By Dan Hawthorne, Ph.D., director of industrial-organizational psychology, PAIRIN.
We’re starting to emerge from our pandemic-induced hibernation, and as we do so it’s important to look back on the past year and learn from our experiences – good and bad. In different ways, every organization had to adapt to the pandemic, whether it was moving to remote-work, accelerating digital-first initiatives, or in the case of education, shutting down schools and creating virtual classrooms.
Without in-person teaching, students have been left to create their own education path. For some this may have been a blessing, allowing them to move ahead (or look backwards) to best suit their education needs, but for others, the lack of guidance and instruction has been a hindrance. In a virtual setting it’s all too easy to hide behind the mute button, remain off video, and even complete other tasks while the class moves on.
Although we’re beginning to see the return to normalcy, there are several key takeaways we can learn from the shortcomings of remote K-12 education.
Remote Learning Shortcomings
For the most part, experts agree that remote learning was not very successful, especially for
younger students and those from lower socioeconomic statuses. Learning losses for K-12 students were examined early in the summer of 2020, and predictions were made to determine the shortcomings caused by remote learning in place of in-person study. Three scenarios were examined, including return to in-person education in Fall 2020, Jan 2021 and Fall 2021. In all three scenarios learning losses were anticipated, ranging from a three to four month loss if students received average remote learning, to a seven to eleven month loss with low quality remote instruction.
Other studies unearthed similar results. In Fall 2020, NWEA conducted Measure of Academic Progress (MAP) assessments for 4.4 million US students from ages 8-14 in the US. The study found that students had slid in progress compared to previous years, and using 2019 as a benchmark, discovered that while students performed similarly for reading-based assessments, they dropped 5-10 percentile points in math skills. These results led to the conclusion that more students were falling behind compared to previous years.
Although remote learning is better than no learning at all, young students are in a delicate stage of life where they need to grasp more than just math, science and reading skills, but also inter-personal skills to develop healthy relationships. Remote learning does not provide the same type of space and environment to speak with peers, navigate social relationships, and better understand non-verbal cues such as body language and facial expressions. This lack of human exposure not only leads to under-developed social skills, but can also impact mental health.
Additional studies were undertaken during remote learning to determine the mental state and well-being of K-12 students. One report identified that 46% of teachers had seen an increase in students’ mental health issues, citing that they were expressing anxiety and depression far more often than before the pandemic. While this may be tied to external factors, the inability to escape home-life and independently create relationships and experiences certainly played a large role.
The main lesson to be learned from K-12 remote study is that there is a strong need for social and emotional learning (SEL) in the classroom. This includes teaching self and social awareness, managing emotions, and relationship building skills. Some may wonder how SEL correlates to career growth, and while it isn’t vocational in nature, it does form the essential building blocks to effective communication skills – a must in any career.

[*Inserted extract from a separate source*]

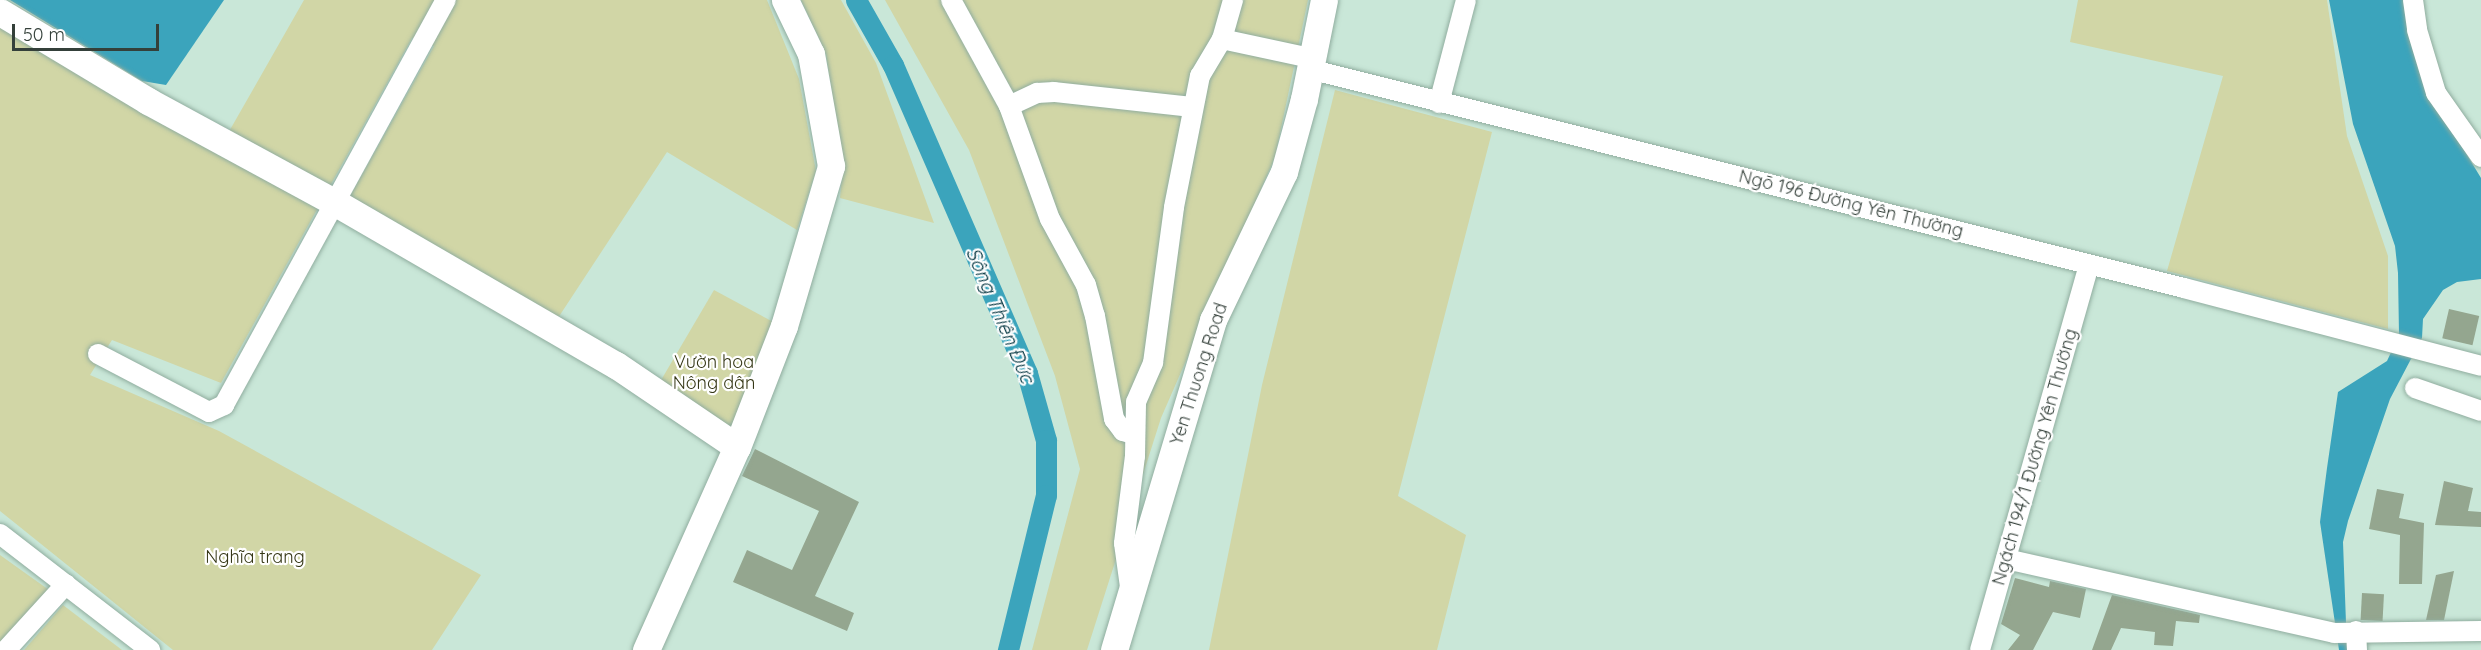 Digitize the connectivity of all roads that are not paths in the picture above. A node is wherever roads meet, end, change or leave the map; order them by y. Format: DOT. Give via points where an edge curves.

Research in this area is surprisingly vast. For instance, the Stanford Research Institute and Carnegie Mellon Foundation spoke with 400 Fortune 500 CEOs and uncovered that 75% of long-term career success was influenced by the soft skills gained from SEL. In a different study, 95% of students who ranked in the top 20% for the ‘self control’ soft skill graduated high school, while only 58% of students in the bottom 20% of ‘self control’ graduated. Additional research conducted by Stanford Research Center, Harvard University and the Carnegie Foundation, found that only 15% of career success came from technical skills and learning (hard skills), with the other 85% coming from soft skills.
While knowledge and technical skills will never fall to the wayside, companies today are closely looking at the communication, collaboration and teamwork attributes of prospective employees. Return on investment for these skills is much higher than education and technical training, spanning both professional and personal life success. A large part of the reason for these skills being so valuable is their transportability between jobs and positions. While someone may need to learn new technical skills, those soft skills are like luggage we can carry from job to job and they stay evergreen and constantly valuable.
The critical takeaway here is that we should remember that learning is at the core of education – and doesn’t stop at technical understanding and skills. It’s vital that K-12 students also learn how to best interact and work with one another, while also picking transportable skills that will help them across many different careers.